1 Reply Latest reply on Oct 31, 2016 1:11 PM by black_zion

    Using hardware queues to break the multi-core CPU bottleneck

    kingfish

      With silicon clock scaling largely dead thanks to the laws of physics, computer scientists and chip designers have had to search for performance improvements in other areas — typically by improving architectural efficiency and reducing power consumption. Multi-core scaling may have paid big dividends with dual and quad-core chips, but largely plateaued thereafter. There are a number of reasons why adding new processor cores yields diminishing marginal returns. One of the critical causes is the steep overhead associated with maintaining cache coherency between cores that share data sets. Now, a team of researchers working with Intel think they may have found a solution.
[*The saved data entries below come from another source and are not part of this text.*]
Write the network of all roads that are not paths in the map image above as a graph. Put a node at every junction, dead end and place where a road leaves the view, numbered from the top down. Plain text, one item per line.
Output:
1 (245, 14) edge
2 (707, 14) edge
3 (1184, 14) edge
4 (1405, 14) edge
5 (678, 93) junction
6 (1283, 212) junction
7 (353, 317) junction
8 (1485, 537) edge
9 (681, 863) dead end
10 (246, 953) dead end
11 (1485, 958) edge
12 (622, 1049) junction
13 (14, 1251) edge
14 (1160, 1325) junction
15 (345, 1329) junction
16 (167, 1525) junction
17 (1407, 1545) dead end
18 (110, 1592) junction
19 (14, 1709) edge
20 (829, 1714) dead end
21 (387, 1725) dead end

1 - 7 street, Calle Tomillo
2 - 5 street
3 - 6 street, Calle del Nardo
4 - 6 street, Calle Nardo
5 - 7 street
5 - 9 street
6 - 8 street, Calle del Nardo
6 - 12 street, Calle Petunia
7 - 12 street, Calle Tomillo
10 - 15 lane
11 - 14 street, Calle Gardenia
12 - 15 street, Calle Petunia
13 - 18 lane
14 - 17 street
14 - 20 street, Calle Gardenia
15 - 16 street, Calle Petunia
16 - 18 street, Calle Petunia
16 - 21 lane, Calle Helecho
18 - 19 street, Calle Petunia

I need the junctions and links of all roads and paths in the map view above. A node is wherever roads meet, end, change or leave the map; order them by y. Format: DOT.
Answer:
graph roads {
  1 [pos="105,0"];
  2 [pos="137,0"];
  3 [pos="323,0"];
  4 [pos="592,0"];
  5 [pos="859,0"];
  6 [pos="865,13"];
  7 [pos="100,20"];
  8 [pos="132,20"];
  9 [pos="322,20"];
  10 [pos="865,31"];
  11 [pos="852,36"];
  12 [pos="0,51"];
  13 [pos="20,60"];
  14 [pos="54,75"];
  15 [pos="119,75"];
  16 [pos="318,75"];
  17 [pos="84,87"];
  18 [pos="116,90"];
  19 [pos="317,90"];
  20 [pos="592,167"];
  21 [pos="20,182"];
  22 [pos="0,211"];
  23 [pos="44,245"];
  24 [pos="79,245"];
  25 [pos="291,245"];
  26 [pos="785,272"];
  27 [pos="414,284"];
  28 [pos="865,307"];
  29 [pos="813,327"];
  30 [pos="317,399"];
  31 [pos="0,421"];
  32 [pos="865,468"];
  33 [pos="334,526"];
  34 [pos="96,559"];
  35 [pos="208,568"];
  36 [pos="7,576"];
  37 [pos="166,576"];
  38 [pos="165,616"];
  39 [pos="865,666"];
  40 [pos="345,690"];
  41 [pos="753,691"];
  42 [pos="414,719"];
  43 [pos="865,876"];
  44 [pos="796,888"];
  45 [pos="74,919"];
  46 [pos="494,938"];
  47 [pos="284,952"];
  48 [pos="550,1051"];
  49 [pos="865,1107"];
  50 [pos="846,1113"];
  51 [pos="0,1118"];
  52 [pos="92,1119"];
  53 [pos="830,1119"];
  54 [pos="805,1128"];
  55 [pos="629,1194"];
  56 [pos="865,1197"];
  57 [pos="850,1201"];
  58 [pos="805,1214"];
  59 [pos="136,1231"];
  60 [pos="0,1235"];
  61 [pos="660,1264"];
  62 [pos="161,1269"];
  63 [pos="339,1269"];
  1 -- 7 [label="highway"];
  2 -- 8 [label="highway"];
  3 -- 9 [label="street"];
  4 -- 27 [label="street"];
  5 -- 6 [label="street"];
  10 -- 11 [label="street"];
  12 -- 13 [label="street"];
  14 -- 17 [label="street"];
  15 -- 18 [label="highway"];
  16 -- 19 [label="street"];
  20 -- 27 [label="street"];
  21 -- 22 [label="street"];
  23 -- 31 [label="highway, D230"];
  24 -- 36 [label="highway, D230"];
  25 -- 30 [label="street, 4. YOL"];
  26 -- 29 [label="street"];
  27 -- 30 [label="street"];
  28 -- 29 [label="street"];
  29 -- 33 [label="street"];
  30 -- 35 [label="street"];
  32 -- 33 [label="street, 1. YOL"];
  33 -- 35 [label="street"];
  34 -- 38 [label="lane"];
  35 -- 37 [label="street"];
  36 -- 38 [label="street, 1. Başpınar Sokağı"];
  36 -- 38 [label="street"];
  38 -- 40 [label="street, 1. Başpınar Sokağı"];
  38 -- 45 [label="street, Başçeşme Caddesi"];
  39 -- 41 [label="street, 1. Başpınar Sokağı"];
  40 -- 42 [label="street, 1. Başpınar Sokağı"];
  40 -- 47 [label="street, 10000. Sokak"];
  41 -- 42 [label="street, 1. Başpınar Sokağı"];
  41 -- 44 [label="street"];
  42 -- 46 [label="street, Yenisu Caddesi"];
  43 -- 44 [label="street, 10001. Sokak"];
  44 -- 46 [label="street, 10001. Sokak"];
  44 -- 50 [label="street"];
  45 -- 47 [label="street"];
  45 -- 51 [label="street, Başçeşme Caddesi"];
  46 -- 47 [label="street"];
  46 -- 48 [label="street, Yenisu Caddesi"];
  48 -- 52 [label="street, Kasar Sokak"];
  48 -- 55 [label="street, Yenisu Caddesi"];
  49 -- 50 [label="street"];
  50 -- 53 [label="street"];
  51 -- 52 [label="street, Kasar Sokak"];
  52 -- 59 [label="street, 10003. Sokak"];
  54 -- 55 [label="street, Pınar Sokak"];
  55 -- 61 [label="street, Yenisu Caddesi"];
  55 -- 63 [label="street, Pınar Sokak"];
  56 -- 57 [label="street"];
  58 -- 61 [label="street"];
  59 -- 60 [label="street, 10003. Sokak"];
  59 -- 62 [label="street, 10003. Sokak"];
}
If their work proves useful, it could offer a significant performance boost in certain applications.

      Before we discuss the solution, we need to spend a bit of time talking about the problem. Imagine two separate CPU cores, each of which is working on part of a common computation. Each CPU will have its own L2 cache, where data related to the problem is stored. In a coherent cache, CPU 0 completes part of its calculations, writes a new value to a block of memory, and then communicates that it has done so. CPU 1 now knows that its own data is out-of-sync with CPU 1 and can update its own L2 cache accordingly. There are several methods of implementing coherence, but at the simplest level, it’s a method for ensuring that all of the CPUs are “on the same page,” as it were. Cache coherence is essential to multi-core scaling, but it also represents a substantial bottleneck as core counts increase. The more CPUs in a system, the more CPU time must be spent enforcing whatever coherence strategy has been chosen, and the less bandwidth is available for actually solving the compute problem in question.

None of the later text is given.